Section on Functional Imaging Methods, Laboratory of Brain and Cognition, National Institutes of Health, Bethesda, MD 20892, USA.
Neuroimage. 2012 Apr 15;60(3):1759-70. doi: 10.1016/j.neuroimage.2011.12.028. Epub 2011 Dec 23.
A central challenge in the fMRI based study of functional connectivity is distinguishing neuronally related signal fluctuations from the effects of motion, physiology, and other nuisance sources. Conventional techniques for removing nuisance effects include modeling of noise time courses based on external measurements followed by temporal filtering. These techniques have limited effectiveness. Previous studies have shown using multi-echo fMRI that neuronally related fluctuations are Blood Oxygen Level Dependent (BOLD) signals that can be characterized in terms of changes in R(2)* and initial signal intensity (S(0)) based on the analysis of echo-time (TE) dependence.
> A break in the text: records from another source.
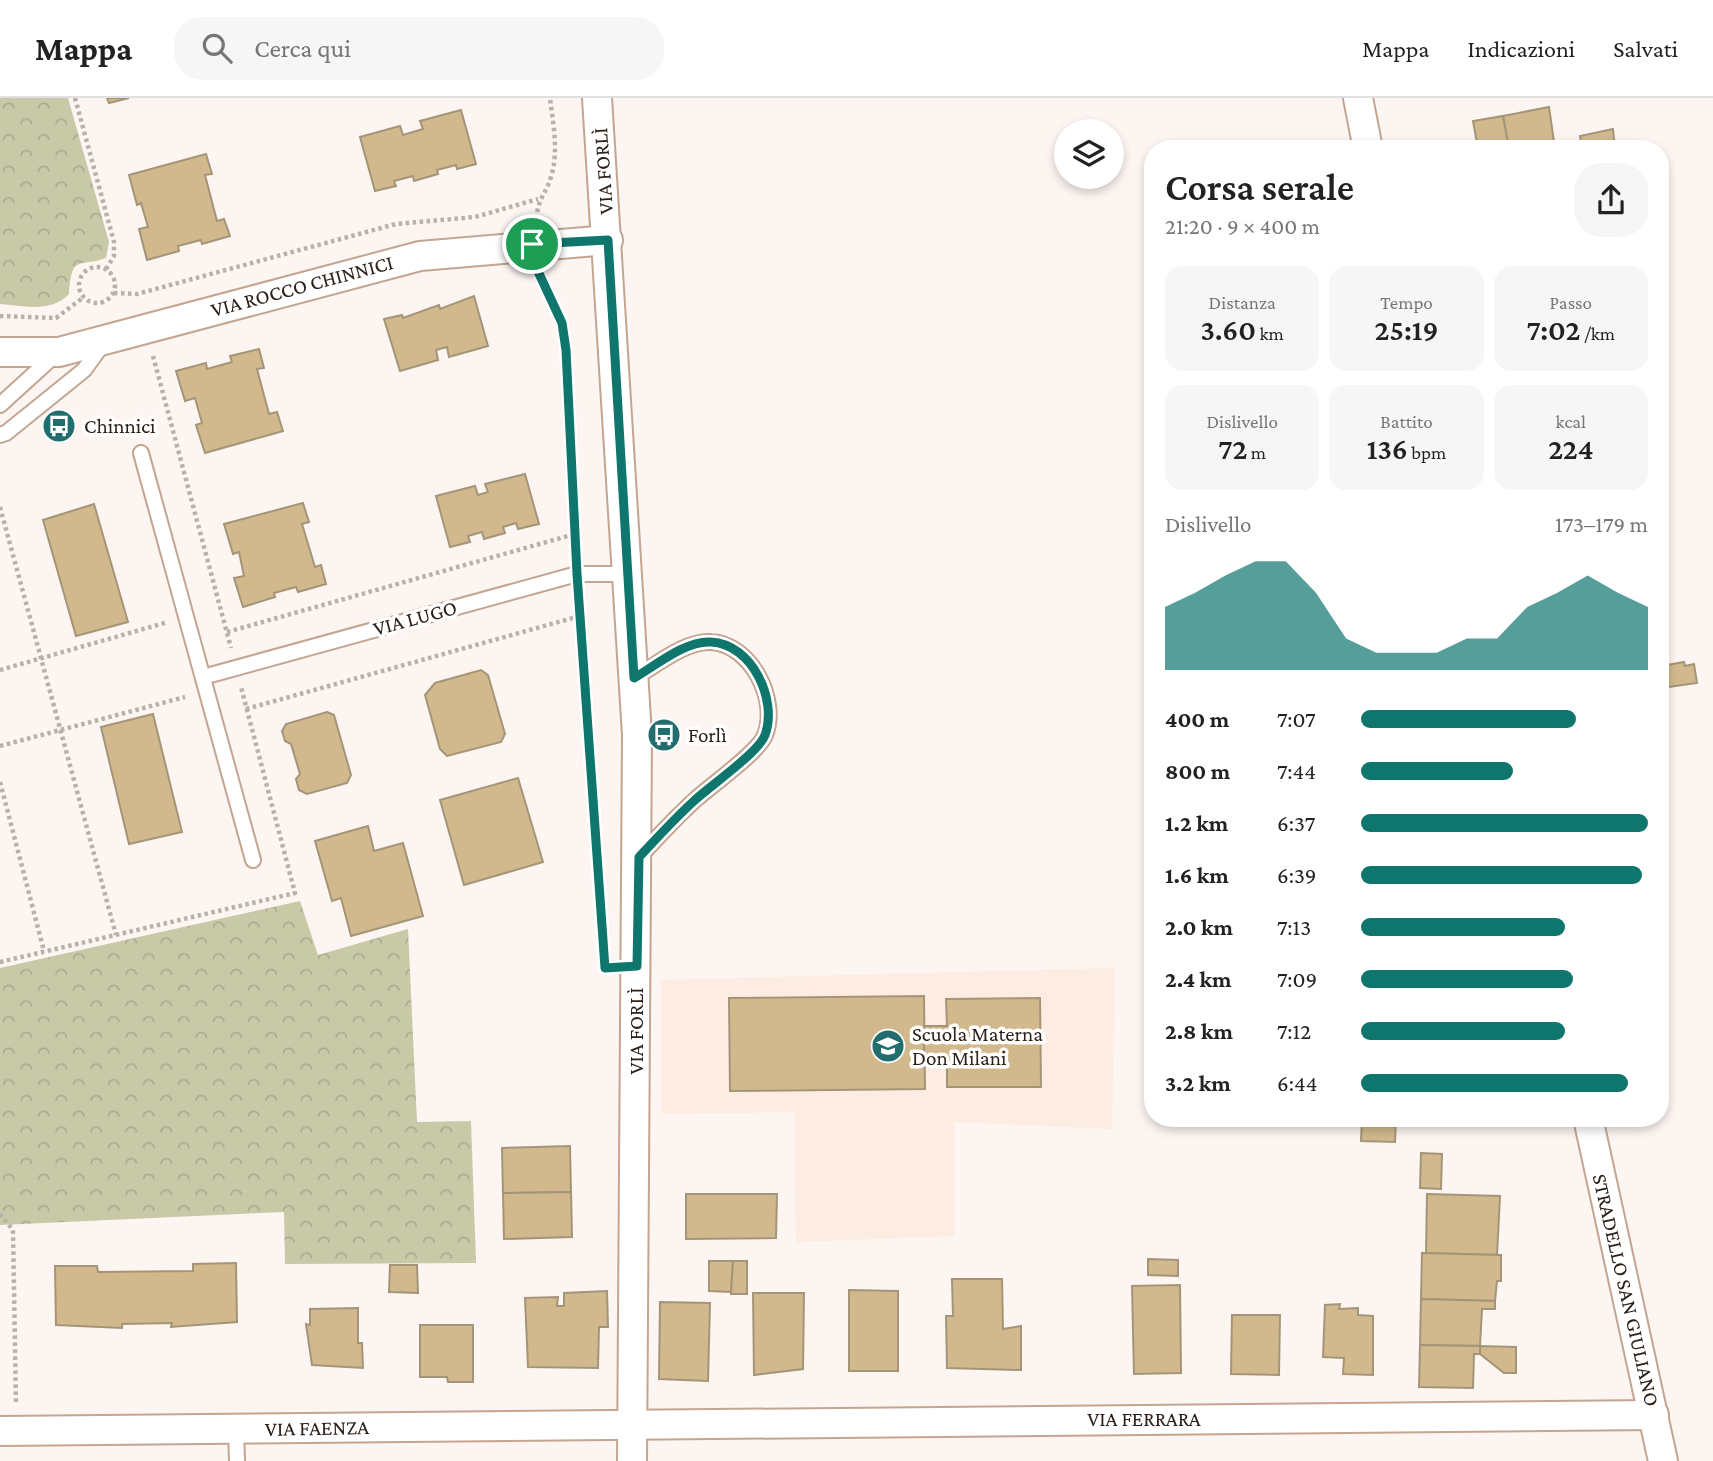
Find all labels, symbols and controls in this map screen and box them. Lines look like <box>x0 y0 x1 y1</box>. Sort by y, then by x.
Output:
search box <box>174 17 664 80</box>
icon: search <box>198 29 236 67</box>
text: Mappa <box>35 30 132 67</box>
text: Cerca qui <box>254 34 351 63</box>
text: Mappa <box>1362 35 1429 62</box>
text: Indicazioni <box>1467 35 1575 62</box>
text: Salvati <box>1613 35 1678 62</box>
map controls <box>1054 119 1124 189</box>
button: layers <box>1054 119 1124 189</box>
street label: VIA FORLÌ <box>588 127 618 215</box>
button: share <box>1574 163 1648 237</box>
text: Corsa serale <box>1165 166 1354 208</box>
text: 21:20 · 9 × 400 m <box>1165 213 1320 239</box>
pin <box>502 214 562 274</box>
icon: arrive <box>513 225 551 263</box>
street label: VIA ROCCO CHINNICI <box>208 250 396 322</box>
text: Distanza <box>1209 292 1276 313</box>
text: Tempo <box>1380 292 1433 313</box>
text: Passo <box>1550 292 1592 313</box>
text: 3.60 <box>1200 313 1256 346</box>
text: 25:19 <box>1375 313 1438 346</box>
text: 7:02 <box>1527 313 1580 346</box>
text: km <box>1256 323 1284 344</box>
text: /km <box>1580 323 1615 344</box>
bus stop icon: Chinnici <box>40 407 78 445</box>
text: Dislivello <box>1206 411 1278 432</box>
text: Battito <box>1380 411 1433 432</box>
text: kcal <box>1556 411 1586 432</box>
place label: Chinnici <box>84 414 156 438</box>
text: 72 <box>1218 432 1247 465</box>
text: 136 <box>1367 432 1408 465</box>
text: 224 <box>1548 432 1593 465</box>
text: m <box>1247 442 1266 463</box>
text: bpm <box>1408 442 1446 463</box>
text: Dislivello <box>1165 511 1251 537</box>
text: 173–179 m <box>1555 511 1648 537</box>
street label: VIA LUGO <box>371 595 459 641</box>
text: 400 m <box>1165 706 1229 732</box>
text: 7:07 <box>1277 706 1316 732</box>
bus stop icon: Forlì <box>645 716 683 754</box>
place label: Forlì <box>688 723 727 747</box>
text: 800 m <box>1165 758 1230 784</box>
text: 7:44 <box>1277 758 1316 784</box>
text: 1.2 km <box>1165 810 1228 836</box>
text: 6:37 <box>1277 810 1315 836</box>
text: 1.6 km <box>1165 862 1229 888</box>
text: 6:39 <box>1277 862 1316 888</box>
text: 2.0 km <box>1165 914 1233 940</box>
text: 7:13 <box>1277 914 1311 940</box>
text: 2.4 km <box>1165 966 1232 992</box>
text: 7:09 <box>1277 966 1317 992</box>
street label: VIA FORLÌ <box>624 987 648 1075</box>
text: 2.8 km <box>1165 1018 1233 1044</box>
text: 7:12 <box>1277 1018 1311 1044</box>
place label: Scuola Materna Don Milani <box>912 1022 1043 1070</box>
school or university icon: Scuola Materna Don Milani <box>869 1027 907 1065</box>
text: 3.2 km <box>1165 1070 1231 1096</box>
text: 6:44 <box>1277 1070 1317 1096</box>
street label: STRADELLO SAN GIULIANO <box>1588 1171 1664 1409</box>
street label: VIA FERRARA <box>1087 1407 1201 1431</box>
street label: VIA FAENZA <box>265 1415 369 1441</box>

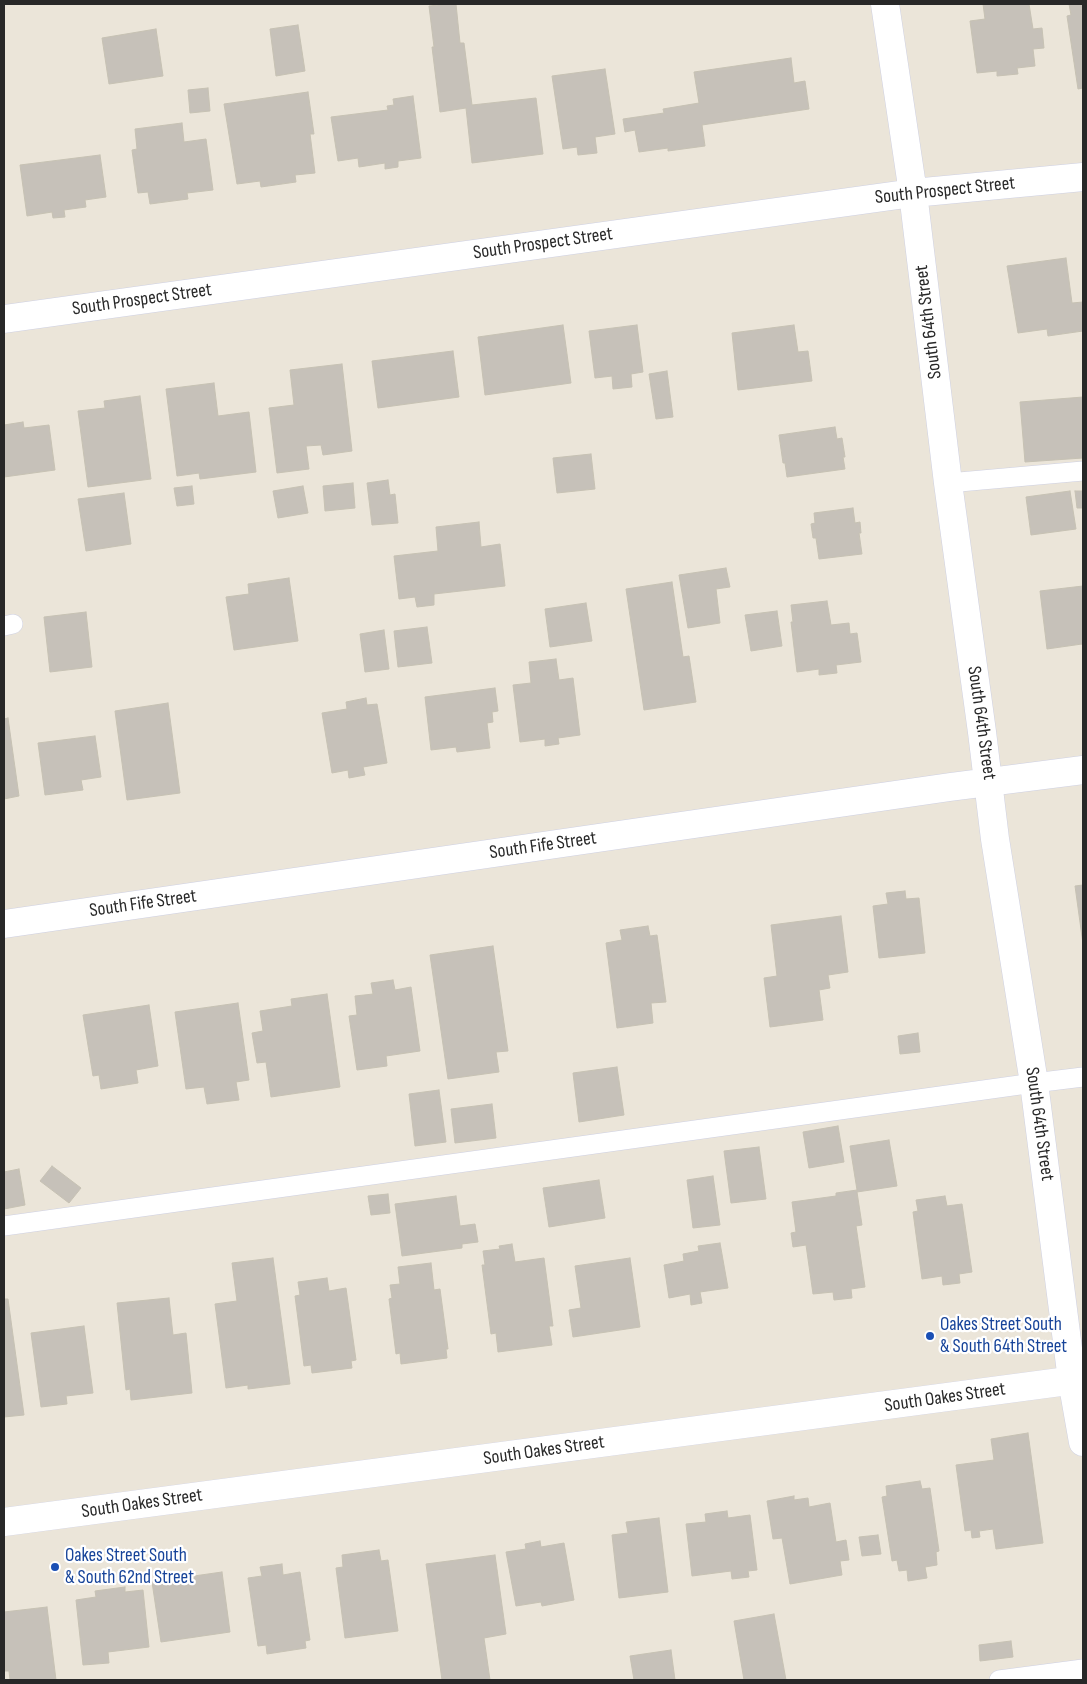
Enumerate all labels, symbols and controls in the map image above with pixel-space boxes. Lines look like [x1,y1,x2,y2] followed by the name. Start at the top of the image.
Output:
[874,172,1016,210] street label: South Prospect Street
[472,223,614,265] street label: South Prospect Street
[911,264,947,380] street label: South 64th Street
[71,279,213,321] street label: South Prospect Street
[962,665,1000,781] street label: South 64th Street
[488,827,598,865] street label: South Fife Street
[88,885,198,923] street label: South Fife Street
[1020,1066,1058,1182] street label: South 64th Street
[940,1314,1067,1358] place label: Oakes Street South & South 64th Street
[924,1330,936,1342] marker: Oakes Street South & South 64th Street
[883,1378,1007,1418] street label: South Oakes Street
[482,1431,606,1471] street label: South Oakes Street
[80,1484,204,1524] street label: South Oakes Street
[65,1545,194,1589] place label: Oakes Street South & South 62nd Street
[49,1561,61,1573] marker: Oakes Street South & South 62nd Street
We hypothesized that if TE-dependence could be used to differentiate BOLD and non-BOLD signals, non-BOLD signal could be removed to denoise data without conventional noise modeling. To test this hypothesis, whole brain multi-echo data were acquired at 3 TEs and decomposed with Independent Components Analysis (ICA) after spatially concatenating data across space and TE. Components were analyzed for the degree to which their signal changes fit models for R(2)* and S(0) change, and summary scores were developed to characterize each component as BOLD-like or not BOLD-like. These scores clearly differentiated BOLD-like "functional network" components from non BOLD-like components related to motion, pulsatility, and other nuisance effects. Using non BOLD-like component time courses as noise regressors dramatically improved seed-based correlation mapping by reducing the effects of high and low frequency non-BOLD fluctuations. A comparison with seed-based correlation mapping using conventional noise regressors demonstrated the superiority of the proposed technique for both individual and group level seed-based connectivity analysis, especially in mapping subcortical-cortical connectivity. The differentiation of BOLD and non-BOLD components based on TE-dependence was highly robust, which allowed for the identification of BOLD-like components and the removal of non BOLD-like components to be implemented as a fully automated procedure.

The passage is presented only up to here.